今回の政権交代は自民党時代に長く続いた霞が関官僚に依存した政策運営から、政治家が政策を立案、調整、決定する枠組みに改めようとしているところに、もっとも大きな意義がある。
民主党は首相官邸に国家戦略局を新設し、そこで予算編成をはじめ国家運営の骨格を決定する構想を示してきた。予算編成は税制改正と並んで、あらゆる政策の根幹をなす。まさに「政治」そのものといえる。
これまでも政治主導が叫ばれながら実質的な成果が上がらなかったのは、予算編成で政治家が指導力を発揮できなかったためだ。政治家同士の利害調整は「足して二で割る」方式がまん延し、結果的に毎年の予算配分は、わずかな微調整だけで固定化された。
各省縦割りの霞が関官僚はそんな政治決着を逆手にとって、自分たちの縄張りを互いに守り合ってきたといえる。その意味で官僚主導体制を支えてきたのは、実は政治家だったという面もある。
したがって、本当に脱官僚依存を実現できるかどうかは、まず民主党自身の力量にかかる。次に、基本政策の決定過程で従来のような官僚の強い影響力を排除する仕組みづくりが必要だ。
官僚は基本的情報と政策の選択肢を示す。国民から権限を負託された政治家が最終決定する。この基本原則を貫かねばならない。
民主党政策を批判してきた事務次官たちは「政権の方針を聞いて対応する」とひとまず低姿勢の様子だ。それでも、霞が関が簡単に既得権益を手放すはずもない。霞が関の一部には、影響力を行使するために、はやくも政策決定の中核となる国家戦略局に「どの省が何人送り込む」といった噂(うわさ)が駆け巡っている。

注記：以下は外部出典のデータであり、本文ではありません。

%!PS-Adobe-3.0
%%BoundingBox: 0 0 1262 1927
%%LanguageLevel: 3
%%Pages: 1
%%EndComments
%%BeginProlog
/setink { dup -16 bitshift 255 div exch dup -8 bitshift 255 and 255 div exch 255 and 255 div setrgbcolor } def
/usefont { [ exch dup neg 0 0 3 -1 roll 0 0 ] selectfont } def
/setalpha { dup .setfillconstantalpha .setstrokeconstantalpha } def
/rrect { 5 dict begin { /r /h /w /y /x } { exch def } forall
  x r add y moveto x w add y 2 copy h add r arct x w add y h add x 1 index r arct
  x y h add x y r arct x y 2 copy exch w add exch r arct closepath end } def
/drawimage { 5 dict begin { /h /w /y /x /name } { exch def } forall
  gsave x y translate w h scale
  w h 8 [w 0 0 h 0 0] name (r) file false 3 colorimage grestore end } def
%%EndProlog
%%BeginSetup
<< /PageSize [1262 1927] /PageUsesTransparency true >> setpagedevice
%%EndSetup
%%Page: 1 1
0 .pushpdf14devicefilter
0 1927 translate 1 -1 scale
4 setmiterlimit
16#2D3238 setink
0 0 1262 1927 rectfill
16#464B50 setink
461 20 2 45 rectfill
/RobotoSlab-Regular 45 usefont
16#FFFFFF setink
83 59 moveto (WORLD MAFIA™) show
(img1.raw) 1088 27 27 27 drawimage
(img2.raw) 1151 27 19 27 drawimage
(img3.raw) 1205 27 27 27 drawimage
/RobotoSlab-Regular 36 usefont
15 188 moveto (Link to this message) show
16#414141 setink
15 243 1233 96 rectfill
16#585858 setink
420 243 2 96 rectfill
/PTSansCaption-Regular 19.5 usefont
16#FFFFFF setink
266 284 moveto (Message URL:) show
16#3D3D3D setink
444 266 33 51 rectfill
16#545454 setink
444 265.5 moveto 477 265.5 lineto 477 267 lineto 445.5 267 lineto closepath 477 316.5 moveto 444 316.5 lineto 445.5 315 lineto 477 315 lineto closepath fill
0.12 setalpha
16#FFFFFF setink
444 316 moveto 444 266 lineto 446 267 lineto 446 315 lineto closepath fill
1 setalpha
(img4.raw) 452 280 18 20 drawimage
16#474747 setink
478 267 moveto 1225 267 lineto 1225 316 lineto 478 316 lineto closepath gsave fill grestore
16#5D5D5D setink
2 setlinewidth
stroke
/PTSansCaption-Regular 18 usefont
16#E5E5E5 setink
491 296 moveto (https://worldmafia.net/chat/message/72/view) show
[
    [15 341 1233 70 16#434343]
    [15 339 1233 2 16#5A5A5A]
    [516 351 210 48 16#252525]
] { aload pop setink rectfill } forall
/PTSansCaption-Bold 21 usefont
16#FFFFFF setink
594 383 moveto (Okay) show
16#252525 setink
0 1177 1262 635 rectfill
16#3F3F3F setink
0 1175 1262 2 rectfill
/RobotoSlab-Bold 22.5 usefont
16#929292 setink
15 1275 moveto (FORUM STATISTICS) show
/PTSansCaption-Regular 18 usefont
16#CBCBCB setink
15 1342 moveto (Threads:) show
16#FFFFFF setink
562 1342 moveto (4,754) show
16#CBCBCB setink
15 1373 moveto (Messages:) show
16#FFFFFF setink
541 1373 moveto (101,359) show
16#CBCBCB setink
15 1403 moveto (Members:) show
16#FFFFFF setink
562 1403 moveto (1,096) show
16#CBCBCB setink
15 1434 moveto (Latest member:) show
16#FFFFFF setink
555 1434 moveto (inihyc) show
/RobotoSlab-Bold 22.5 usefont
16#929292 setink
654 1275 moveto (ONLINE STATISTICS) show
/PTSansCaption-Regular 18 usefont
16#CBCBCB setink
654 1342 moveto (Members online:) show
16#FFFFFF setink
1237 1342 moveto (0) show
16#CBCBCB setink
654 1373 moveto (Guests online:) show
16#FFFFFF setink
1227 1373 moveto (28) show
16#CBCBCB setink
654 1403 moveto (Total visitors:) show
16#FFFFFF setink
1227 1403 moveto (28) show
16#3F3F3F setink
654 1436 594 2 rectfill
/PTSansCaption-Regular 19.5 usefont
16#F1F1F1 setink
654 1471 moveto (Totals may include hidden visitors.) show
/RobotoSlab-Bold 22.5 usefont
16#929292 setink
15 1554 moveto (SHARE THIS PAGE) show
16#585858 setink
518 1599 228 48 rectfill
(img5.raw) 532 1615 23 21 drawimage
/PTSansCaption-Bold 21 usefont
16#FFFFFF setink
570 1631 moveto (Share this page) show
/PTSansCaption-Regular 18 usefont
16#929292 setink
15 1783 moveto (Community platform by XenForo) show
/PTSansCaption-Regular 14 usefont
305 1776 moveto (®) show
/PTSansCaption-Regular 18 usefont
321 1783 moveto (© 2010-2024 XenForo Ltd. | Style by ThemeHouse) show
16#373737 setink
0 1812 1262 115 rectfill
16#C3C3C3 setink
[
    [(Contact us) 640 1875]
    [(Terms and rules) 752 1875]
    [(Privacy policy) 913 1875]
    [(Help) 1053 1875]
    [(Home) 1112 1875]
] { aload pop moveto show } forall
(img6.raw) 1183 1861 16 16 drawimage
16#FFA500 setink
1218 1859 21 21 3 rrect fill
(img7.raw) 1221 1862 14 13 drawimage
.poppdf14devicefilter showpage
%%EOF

役人の天下り天国と化した独立行政法人には施設整備費補助金や委託費など潤沢な予算がついたままだ。予算編成を根本から見直して、官僚の既得権益を断ち切ろうとすれば、各省と正面衝突する局面も十分に予想される。
まず組閣と官邸を支える官僚人事、そして外交案件と政権が忙しく動きだす。官僚に主導権を奪われぬよう、予算編成・税制改正を含めて政治日程は慣例にとらわれず柔軟に考えていい。